Sexually dimorphic behaviors are often regulated by androgens and estrogens. Steroid receptors and metabolism are control points for evolutionary changes in sexual dimorphism. Electric communication signals of South American knifefishes are a model for understanding the evolution and physiology of sexually dimorphic behavior. These signals are regulated by gonadal steroids and controlled by a simple neural circuit. Sexual dimorphism of the signals varies across species. We used transcriptomics to examine mechanisms for sex differences in electric organ discharges (EODs) of two closely related species, Apteronotus leptorhynchus and Apteronotus albifrons , with reversed sexual dimorphism in their EODs.
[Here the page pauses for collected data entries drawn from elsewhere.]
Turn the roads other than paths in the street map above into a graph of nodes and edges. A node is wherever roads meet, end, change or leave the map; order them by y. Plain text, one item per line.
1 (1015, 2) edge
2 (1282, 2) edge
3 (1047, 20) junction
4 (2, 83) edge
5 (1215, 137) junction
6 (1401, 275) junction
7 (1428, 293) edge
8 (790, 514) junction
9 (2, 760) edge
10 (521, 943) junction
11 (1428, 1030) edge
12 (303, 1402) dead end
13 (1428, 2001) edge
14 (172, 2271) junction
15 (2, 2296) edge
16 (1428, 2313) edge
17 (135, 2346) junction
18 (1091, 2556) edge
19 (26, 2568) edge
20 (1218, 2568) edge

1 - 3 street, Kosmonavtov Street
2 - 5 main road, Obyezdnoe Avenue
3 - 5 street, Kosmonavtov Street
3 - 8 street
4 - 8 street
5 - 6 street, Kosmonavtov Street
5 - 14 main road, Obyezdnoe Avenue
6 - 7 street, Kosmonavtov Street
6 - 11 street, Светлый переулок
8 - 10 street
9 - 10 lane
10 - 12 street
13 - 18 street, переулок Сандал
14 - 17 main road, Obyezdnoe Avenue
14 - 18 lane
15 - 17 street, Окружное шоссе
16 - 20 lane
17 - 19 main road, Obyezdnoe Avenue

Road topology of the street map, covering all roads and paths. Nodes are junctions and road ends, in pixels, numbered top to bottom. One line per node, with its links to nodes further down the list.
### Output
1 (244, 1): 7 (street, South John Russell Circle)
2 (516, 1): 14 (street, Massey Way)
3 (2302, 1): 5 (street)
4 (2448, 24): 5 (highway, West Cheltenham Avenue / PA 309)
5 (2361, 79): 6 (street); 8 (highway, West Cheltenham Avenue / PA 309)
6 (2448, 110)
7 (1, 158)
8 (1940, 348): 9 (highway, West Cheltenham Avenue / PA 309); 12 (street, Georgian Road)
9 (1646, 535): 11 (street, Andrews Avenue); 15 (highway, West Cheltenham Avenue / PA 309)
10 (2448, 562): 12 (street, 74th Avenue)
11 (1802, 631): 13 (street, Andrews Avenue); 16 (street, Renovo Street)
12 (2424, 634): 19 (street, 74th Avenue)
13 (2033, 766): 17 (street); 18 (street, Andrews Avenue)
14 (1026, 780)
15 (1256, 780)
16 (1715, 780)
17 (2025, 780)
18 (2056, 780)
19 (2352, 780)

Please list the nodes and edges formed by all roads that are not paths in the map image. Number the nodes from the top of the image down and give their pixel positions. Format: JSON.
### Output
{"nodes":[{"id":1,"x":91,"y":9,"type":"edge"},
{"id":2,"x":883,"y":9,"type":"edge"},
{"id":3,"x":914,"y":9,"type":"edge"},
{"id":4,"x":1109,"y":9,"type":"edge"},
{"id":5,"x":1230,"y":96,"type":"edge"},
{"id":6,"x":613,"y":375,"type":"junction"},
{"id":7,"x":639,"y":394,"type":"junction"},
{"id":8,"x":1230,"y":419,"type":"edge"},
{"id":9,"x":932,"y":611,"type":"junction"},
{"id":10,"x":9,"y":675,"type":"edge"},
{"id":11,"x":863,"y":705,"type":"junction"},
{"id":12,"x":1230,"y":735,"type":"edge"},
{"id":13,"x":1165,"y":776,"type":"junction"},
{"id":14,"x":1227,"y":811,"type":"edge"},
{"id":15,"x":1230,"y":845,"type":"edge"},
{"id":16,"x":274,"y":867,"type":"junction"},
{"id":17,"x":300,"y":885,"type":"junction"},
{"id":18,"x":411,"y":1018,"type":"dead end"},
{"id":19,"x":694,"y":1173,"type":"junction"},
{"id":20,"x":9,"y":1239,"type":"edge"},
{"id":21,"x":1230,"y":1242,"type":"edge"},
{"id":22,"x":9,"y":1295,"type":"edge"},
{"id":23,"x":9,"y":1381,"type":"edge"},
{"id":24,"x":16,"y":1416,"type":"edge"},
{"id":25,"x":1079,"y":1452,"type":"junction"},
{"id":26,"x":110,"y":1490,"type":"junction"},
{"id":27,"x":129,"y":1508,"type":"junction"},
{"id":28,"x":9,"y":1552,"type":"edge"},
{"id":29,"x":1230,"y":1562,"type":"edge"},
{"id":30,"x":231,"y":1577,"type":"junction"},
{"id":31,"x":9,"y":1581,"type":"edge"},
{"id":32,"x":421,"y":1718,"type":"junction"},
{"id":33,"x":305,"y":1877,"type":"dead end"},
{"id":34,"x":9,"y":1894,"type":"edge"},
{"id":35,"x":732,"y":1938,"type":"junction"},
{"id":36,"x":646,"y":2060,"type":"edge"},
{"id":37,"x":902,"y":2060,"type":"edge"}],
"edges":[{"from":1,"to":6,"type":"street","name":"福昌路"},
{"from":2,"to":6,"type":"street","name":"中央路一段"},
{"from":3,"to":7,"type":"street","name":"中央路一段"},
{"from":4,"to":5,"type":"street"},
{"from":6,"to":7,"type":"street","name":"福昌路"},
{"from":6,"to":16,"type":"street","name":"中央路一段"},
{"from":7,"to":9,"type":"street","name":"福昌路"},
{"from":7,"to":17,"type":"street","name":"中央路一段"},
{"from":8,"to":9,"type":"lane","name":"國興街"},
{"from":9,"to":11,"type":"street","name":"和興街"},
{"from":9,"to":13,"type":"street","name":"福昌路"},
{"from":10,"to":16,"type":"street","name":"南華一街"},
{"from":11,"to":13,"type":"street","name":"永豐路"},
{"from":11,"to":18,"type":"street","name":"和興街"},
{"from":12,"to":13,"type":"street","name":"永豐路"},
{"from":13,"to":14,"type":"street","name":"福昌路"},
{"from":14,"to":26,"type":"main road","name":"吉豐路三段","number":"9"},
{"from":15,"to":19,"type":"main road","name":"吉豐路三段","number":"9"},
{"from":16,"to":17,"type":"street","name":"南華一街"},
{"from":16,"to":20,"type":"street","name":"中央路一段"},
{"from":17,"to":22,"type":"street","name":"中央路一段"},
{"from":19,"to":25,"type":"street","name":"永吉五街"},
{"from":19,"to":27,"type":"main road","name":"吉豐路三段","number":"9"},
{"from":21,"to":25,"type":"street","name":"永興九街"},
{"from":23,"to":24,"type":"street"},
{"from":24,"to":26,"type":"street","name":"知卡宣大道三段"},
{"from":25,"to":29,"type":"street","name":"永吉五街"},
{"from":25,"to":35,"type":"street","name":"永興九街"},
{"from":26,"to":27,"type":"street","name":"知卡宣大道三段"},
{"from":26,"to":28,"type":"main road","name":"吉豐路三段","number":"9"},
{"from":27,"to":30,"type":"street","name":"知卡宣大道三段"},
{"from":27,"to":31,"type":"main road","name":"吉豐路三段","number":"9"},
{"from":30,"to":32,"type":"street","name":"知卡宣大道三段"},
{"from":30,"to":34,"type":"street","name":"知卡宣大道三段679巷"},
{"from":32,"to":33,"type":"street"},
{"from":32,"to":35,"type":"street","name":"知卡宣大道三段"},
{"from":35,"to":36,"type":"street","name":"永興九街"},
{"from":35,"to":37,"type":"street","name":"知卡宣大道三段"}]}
The pacemaker nucleus (Pn), which controls EOD frequency (EODf), expressed transcripts for steroid receptors and metabolizing enzymes, including androgen receptors, estrogen receptors, aromatase, and 5α-reductase. The Pn expressed mRNA for ion channels likely to regulate the high-frequency activity of Pn neurons and for neuromodulator and neurotransmitter receptors that may regulate EOD modulations used in aggression and courtship. Expression of several ion channel genes, including those for Kir3.1 inward-rectifying potassium channels and sodium channel β1 subunits, was sex-biased or correlated with EODf in ways consistent with EODf sex differences. Our findings provide a basis for future studies to characterize neurogenomic mechanisms by which sex differences evolve.